Matthew Gavin Frank is the author of The Mad Feast and Preparing the Ghost, which was reviewed on the front-page of the New York Times Book Review, and was a New York Times Editors' Choice, an NPR Notable Book, and a New Yorker Book to Watch Out For. He is also the author of two other nonfiction books, and three books of poetry. His new nonfiction book, Flight of the Diamond Smugglers (about, among other things, the ways in which carrier pigeons are used by diamond smuggling rings) came out this February 2021. His work appears widely in journals, magazines and anthologies, including The Kenyon Review, The Paris Review, Guernica, The New Republic, Iowa Review, and The Best American Essays. He teaches creative writing and lives in Marquette, Michigan.
Kevin Carey has published four books – a chapbook of fiction, The Beach People (Red Bird Chapbooks) and three books of poetry from CavanKerry Press, The One Fifteen to Penn Station, Jesus Was a Homeboy which was selected as an Honor Book for the 2017 Paterson Poetry Prize, and the recently released Set in Stone (2020). Kevin is also a filmmaker and playwright. His latest documentary film, Unburying Malcolm Miller, about a deceased Salem, MA poet, premiered at the Mass Poetry Festival in 2016 and his latest stage play “The Stand or Sal is Dead” a murder mystery comedy, premiered in Newburyport, MA. at The Actor’s Studio in June of 2018. Murder in the Marsh (Darkstroke Books) his first crime novel was released in October 2020.

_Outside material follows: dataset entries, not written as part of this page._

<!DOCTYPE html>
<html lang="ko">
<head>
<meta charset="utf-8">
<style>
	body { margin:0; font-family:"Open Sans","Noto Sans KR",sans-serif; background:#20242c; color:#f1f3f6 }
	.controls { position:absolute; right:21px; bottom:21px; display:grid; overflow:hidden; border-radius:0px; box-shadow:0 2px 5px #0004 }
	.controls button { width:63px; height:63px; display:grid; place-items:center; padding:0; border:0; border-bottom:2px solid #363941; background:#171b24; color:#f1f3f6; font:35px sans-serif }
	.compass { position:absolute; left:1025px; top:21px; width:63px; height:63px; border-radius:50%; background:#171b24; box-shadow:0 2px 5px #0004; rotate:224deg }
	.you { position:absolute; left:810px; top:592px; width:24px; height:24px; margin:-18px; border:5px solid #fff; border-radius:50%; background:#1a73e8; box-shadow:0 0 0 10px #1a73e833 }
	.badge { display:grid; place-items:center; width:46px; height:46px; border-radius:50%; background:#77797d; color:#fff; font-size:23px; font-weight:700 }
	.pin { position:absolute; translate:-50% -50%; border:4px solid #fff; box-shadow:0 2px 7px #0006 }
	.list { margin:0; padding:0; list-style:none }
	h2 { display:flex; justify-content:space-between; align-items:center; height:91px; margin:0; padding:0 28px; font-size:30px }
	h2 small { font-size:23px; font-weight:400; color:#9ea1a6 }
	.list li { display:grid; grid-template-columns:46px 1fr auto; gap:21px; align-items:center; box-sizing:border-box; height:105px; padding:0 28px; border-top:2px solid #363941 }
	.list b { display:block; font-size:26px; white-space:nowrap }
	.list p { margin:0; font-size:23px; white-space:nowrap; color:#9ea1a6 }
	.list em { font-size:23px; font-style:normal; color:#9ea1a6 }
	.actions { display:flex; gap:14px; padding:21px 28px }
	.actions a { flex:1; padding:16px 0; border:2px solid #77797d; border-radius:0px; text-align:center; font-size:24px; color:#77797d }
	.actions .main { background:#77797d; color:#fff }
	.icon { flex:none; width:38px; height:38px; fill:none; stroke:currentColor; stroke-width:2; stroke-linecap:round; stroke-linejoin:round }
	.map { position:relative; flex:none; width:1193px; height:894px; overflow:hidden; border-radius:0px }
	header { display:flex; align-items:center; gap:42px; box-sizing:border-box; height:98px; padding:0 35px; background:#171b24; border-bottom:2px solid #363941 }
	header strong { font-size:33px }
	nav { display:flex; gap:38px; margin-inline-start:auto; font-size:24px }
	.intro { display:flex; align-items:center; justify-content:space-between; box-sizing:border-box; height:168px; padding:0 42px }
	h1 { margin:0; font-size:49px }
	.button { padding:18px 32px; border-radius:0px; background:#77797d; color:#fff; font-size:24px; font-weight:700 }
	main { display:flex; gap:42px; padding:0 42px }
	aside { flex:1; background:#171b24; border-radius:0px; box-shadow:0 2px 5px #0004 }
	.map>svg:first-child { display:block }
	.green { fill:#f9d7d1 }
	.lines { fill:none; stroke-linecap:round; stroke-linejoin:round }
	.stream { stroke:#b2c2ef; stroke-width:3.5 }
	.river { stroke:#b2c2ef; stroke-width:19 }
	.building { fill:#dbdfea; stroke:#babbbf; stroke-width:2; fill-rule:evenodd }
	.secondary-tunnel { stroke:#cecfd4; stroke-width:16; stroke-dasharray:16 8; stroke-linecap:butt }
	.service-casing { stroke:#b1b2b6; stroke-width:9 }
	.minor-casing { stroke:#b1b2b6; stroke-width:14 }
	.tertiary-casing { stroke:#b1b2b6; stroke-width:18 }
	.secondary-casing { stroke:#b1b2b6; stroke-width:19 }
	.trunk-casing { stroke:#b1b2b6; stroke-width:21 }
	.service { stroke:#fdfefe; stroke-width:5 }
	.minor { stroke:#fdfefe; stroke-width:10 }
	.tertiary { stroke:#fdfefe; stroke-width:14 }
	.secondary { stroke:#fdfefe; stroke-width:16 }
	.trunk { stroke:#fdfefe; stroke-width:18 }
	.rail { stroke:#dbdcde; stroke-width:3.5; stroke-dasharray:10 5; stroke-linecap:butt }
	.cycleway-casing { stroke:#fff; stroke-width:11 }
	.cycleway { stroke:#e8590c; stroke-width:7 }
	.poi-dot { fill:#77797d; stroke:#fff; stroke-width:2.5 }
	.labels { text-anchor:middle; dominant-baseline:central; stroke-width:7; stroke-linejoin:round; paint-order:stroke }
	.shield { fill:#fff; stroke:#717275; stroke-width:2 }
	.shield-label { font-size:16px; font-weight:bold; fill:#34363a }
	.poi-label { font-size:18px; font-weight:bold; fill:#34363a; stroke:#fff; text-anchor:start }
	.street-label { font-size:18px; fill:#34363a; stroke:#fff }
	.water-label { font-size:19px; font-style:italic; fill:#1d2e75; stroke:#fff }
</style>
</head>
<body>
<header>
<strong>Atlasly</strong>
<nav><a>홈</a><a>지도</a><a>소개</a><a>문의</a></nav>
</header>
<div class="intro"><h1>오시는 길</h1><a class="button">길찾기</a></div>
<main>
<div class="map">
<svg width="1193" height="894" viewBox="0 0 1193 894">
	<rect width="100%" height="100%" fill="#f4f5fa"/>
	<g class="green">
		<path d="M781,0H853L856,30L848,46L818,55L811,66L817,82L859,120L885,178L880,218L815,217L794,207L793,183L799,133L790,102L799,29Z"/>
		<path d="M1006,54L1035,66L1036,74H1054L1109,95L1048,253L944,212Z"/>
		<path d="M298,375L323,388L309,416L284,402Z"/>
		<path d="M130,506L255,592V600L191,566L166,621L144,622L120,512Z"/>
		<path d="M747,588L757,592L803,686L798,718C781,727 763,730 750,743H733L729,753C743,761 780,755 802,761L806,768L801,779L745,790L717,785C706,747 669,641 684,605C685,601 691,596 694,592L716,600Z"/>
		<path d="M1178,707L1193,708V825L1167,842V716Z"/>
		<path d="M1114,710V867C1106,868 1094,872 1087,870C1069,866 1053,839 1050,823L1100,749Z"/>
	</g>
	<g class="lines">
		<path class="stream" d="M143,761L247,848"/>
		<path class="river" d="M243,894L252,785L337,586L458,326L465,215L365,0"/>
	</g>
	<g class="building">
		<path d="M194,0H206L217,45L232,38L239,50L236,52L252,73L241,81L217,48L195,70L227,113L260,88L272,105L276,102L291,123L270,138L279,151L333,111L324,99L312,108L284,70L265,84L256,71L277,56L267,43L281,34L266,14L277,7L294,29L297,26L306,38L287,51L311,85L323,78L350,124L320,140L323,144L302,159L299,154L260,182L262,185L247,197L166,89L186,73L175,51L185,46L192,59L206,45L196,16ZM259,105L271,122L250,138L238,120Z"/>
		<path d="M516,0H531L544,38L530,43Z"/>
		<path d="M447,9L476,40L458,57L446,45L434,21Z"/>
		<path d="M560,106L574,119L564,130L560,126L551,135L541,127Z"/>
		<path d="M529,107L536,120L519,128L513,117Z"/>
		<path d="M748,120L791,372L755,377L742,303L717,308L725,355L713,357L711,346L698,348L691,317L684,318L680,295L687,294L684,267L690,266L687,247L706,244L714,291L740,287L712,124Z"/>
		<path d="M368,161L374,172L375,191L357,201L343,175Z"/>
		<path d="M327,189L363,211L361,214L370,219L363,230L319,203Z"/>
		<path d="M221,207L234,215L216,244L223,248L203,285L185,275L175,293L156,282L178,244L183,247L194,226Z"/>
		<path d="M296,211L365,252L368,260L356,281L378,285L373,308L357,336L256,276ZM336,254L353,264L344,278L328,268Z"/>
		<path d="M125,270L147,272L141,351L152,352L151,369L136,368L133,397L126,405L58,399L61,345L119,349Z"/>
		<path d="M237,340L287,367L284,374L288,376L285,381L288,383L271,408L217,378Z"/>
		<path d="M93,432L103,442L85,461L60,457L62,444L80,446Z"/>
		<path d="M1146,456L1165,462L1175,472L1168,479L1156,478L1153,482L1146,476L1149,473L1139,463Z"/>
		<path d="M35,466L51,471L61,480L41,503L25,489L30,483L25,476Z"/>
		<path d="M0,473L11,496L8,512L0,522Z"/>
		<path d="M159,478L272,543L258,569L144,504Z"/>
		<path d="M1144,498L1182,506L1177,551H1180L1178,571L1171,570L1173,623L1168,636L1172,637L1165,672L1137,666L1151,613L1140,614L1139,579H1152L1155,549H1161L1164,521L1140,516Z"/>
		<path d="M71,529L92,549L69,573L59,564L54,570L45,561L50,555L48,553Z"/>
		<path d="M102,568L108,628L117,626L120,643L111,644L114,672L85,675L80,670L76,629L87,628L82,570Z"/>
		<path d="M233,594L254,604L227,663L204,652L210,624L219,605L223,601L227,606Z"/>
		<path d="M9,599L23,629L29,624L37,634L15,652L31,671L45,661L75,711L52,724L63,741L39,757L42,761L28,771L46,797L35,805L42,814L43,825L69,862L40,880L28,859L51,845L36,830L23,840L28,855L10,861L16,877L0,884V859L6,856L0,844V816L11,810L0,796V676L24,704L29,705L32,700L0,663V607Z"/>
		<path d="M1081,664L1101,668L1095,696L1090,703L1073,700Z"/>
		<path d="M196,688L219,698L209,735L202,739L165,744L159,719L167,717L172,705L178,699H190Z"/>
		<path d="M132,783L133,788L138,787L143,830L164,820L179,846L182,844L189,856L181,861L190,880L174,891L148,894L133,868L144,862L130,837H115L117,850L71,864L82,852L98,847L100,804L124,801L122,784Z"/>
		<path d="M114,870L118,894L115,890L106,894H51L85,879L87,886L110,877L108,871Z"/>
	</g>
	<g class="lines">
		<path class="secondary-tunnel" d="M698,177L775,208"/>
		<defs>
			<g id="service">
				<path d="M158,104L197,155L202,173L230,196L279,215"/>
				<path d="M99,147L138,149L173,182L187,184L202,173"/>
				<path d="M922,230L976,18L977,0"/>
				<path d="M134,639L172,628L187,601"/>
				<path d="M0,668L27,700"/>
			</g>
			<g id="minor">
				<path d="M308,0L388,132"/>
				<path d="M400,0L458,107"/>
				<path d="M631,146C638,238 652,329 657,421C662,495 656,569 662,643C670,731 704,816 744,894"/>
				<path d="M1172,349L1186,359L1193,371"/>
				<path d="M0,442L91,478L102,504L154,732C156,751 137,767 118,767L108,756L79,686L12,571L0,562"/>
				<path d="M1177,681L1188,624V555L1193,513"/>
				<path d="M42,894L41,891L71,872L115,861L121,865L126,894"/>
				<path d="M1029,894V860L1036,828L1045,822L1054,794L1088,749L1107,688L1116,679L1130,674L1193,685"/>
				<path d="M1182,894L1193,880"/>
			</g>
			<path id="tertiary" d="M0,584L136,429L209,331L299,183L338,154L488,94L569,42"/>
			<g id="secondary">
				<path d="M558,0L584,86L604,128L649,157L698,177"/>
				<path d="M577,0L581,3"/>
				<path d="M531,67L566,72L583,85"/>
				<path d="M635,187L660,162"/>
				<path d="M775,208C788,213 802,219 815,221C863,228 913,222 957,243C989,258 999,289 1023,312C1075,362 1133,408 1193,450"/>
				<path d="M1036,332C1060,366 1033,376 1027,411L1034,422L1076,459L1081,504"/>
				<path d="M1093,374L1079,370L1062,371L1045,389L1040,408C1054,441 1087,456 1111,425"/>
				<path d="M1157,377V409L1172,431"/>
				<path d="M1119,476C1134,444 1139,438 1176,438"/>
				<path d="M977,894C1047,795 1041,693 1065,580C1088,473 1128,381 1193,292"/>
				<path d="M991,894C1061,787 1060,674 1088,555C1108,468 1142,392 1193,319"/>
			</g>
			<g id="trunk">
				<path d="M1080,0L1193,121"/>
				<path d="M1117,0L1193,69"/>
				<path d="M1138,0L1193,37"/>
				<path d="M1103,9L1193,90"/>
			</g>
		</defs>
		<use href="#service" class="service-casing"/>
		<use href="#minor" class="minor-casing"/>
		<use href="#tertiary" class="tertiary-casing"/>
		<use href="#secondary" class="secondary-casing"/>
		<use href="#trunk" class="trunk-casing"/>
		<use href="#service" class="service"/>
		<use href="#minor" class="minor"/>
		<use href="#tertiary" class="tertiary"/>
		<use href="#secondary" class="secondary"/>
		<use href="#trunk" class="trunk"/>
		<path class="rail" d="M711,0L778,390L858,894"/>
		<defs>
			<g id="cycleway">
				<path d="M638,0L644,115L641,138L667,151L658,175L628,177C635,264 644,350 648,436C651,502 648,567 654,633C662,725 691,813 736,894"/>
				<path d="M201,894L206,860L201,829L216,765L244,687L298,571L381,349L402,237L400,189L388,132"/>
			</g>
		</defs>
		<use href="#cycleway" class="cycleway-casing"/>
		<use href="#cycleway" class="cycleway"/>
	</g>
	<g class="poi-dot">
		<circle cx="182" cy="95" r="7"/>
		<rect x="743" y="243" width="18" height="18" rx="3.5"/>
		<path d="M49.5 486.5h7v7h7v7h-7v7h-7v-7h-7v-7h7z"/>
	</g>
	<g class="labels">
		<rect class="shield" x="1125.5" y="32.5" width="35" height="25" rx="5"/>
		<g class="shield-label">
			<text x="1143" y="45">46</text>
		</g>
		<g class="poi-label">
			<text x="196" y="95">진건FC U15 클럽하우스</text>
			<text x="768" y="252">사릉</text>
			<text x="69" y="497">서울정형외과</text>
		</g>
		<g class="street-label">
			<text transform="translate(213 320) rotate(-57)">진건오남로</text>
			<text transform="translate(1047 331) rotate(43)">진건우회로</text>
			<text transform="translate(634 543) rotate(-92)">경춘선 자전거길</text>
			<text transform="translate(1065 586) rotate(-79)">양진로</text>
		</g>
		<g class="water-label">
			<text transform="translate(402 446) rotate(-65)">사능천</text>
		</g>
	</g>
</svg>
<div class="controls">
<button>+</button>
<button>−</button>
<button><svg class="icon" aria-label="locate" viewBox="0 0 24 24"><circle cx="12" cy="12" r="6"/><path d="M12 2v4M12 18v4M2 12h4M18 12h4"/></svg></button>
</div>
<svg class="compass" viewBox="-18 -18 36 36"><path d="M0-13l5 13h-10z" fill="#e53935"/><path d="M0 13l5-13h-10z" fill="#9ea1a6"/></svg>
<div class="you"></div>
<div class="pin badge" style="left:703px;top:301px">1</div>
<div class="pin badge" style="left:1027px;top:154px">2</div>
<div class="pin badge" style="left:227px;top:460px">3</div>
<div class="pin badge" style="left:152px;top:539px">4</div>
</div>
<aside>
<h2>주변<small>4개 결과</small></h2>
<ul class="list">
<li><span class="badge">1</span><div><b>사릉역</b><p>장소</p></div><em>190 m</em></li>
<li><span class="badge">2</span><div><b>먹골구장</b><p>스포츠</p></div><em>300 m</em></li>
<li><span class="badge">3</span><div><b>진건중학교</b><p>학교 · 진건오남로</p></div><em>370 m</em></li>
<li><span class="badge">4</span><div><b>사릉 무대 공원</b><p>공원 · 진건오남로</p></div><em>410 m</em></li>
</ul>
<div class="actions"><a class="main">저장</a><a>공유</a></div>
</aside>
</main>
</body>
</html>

Frannie Lindsay’s sixth volume, The Snow's Wife, was released this fall by Cavankerry Press. Her previous titles are If Mercy, Our Vanishing, Mayweed, Lamb, and Where She Always Was. Her honors include the Benjamin Saltman Award, the Washington Prize, the May Swenson Award, and the Missouri Review Prize, as well as fellowships from the National Endowment for the Arts and the Massachusetts Cultural Council. Lindsay is widely published in such journals as The Atlantic Monthly, The American Poetry Review, The Yale Review, The Harvard Review, Field, Plume, and The Adroit Journal. It also appears in The Best American Poetry 2014. She teaches workshops on the poetry of grief and trauma. She is a classical pianist.